The Savior pointed to a wooden barrel standing up to his waist and brimming with large rocks.
“Yes,” the Seeker said.
The Savior pointed at two small, metal buckets.
“And you see those pails?”
“Yes,” the Seeker said.
“Fit all these stones from the barrel into those buckets and then you will know the truth.”
It seemed impossible. The pails were small, capable of holding only a fraction of the barrel’s stones.
“Is this a riddle?” the Seeker asked.
“Perhaps. Perhaps not,” the Savior said. “You must do it, and in the process you may come to understand what this challenge is. If you are worthy of enlightenment, you will find the answer or solution. And when you find it, call for my return, and I will bestow you with truth.”
The Seeker spent the following decades trying to solve the puzzle. At night, he lay awake trying to imagine what clever play on words might solve the riddle, if that’s what the Savior’s challenge was.
And his days were all spent laboriously filling the pails, never finding the right combination to fit. The task seemed impossible.
So desperate was the Seeker, he had taken to numbering each stone and calculating every possible combination of the stones to fit into each pail. It had taken years for the Seeker to formulate since he was no mathematician.
The Seeker was midway through executing his formulated combinations when he fell ill. He was, by then, very old.
On his deathbed, he called out to his Savior.
“I have not solved the puzzle,” he said. “I don’t believe it was even solvable.”
“Correct,” his Savior said. “It was never solvable.
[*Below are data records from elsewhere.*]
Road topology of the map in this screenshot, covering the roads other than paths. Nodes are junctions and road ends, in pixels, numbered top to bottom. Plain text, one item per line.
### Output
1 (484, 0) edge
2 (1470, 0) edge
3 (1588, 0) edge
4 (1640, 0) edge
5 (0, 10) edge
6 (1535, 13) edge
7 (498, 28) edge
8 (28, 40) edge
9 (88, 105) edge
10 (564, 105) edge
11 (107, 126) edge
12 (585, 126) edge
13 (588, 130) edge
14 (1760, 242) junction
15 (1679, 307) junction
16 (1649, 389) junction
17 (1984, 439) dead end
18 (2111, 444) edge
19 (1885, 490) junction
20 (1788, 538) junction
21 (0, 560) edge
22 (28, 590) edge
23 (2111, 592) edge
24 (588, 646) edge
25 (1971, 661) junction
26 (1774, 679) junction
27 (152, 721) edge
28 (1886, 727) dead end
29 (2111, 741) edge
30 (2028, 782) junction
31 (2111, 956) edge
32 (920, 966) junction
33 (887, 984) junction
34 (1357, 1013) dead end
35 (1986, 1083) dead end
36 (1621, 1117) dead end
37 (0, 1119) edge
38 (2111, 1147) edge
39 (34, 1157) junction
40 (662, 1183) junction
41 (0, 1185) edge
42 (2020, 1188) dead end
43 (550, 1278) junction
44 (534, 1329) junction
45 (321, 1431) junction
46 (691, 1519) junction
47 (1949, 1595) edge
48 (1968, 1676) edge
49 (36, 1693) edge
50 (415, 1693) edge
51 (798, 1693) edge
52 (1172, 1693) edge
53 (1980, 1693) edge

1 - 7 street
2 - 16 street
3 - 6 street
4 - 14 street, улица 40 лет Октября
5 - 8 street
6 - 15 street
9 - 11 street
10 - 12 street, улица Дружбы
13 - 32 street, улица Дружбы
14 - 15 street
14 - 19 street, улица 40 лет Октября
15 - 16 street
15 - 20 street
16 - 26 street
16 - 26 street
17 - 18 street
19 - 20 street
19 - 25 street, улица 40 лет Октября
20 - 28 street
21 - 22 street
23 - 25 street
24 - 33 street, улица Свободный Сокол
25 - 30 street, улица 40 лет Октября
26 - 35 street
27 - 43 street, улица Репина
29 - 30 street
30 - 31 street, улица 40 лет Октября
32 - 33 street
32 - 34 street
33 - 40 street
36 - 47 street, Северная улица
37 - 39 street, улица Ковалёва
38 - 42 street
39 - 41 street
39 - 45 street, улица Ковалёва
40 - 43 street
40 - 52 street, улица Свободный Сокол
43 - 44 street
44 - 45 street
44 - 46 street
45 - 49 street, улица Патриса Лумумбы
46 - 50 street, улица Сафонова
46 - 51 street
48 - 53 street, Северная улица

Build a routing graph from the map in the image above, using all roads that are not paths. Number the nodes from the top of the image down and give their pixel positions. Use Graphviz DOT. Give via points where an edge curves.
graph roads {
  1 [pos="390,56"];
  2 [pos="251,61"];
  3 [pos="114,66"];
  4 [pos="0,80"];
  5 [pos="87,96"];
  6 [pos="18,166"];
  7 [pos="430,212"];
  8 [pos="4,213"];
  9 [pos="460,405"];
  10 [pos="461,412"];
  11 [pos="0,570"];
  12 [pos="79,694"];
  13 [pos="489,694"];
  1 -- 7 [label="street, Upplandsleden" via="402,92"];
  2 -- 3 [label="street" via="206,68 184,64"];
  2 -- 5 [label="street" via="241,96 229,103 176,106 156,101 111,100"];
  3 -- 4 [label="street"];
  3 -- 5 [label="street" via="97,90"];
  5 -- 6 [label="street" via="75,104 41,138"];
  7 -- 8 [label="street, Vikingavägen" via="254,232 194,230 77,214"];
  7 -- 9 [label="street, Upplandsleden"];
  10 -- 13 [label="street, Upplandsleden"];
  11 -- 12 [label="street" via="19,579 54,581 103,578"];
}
There was no solution.”
“Then why torment me as you have? You are hardly a Savior. You’ve allowed me to waste my life shuffling stones.”
“From the beginning your wisdom should have told you there was no solution,” the Savior said. “Your wisdom was the solution. But you sought enlightenment so eagerly – so desperately and stubbornly and so fearful it might elude you – that you tossed the solution aside. And that was your folly, not mine.”
“Is there at least salvation for me?” the Seeker asked. “I never wavered from my duty.”
“That was never part of the bargain,” the Savior said. “I offered enlightenment but never salvation.”
“Then enlightenment – ultimate truth – is unattainable. I should have known. I should have understood. And perhaps I did, without wanting to accept it, because life without it didn’t seem enough.”
“Yes, it is unattainable. And yes, you knew that too. And that understanding is all the enlightenment I could have offered,” the Savior said.
So the Seeker died, having spent most of his life senselessly filling pails with stones, only to understand in the end that his enlightenment was necessarily limited by his capacity for knowledge.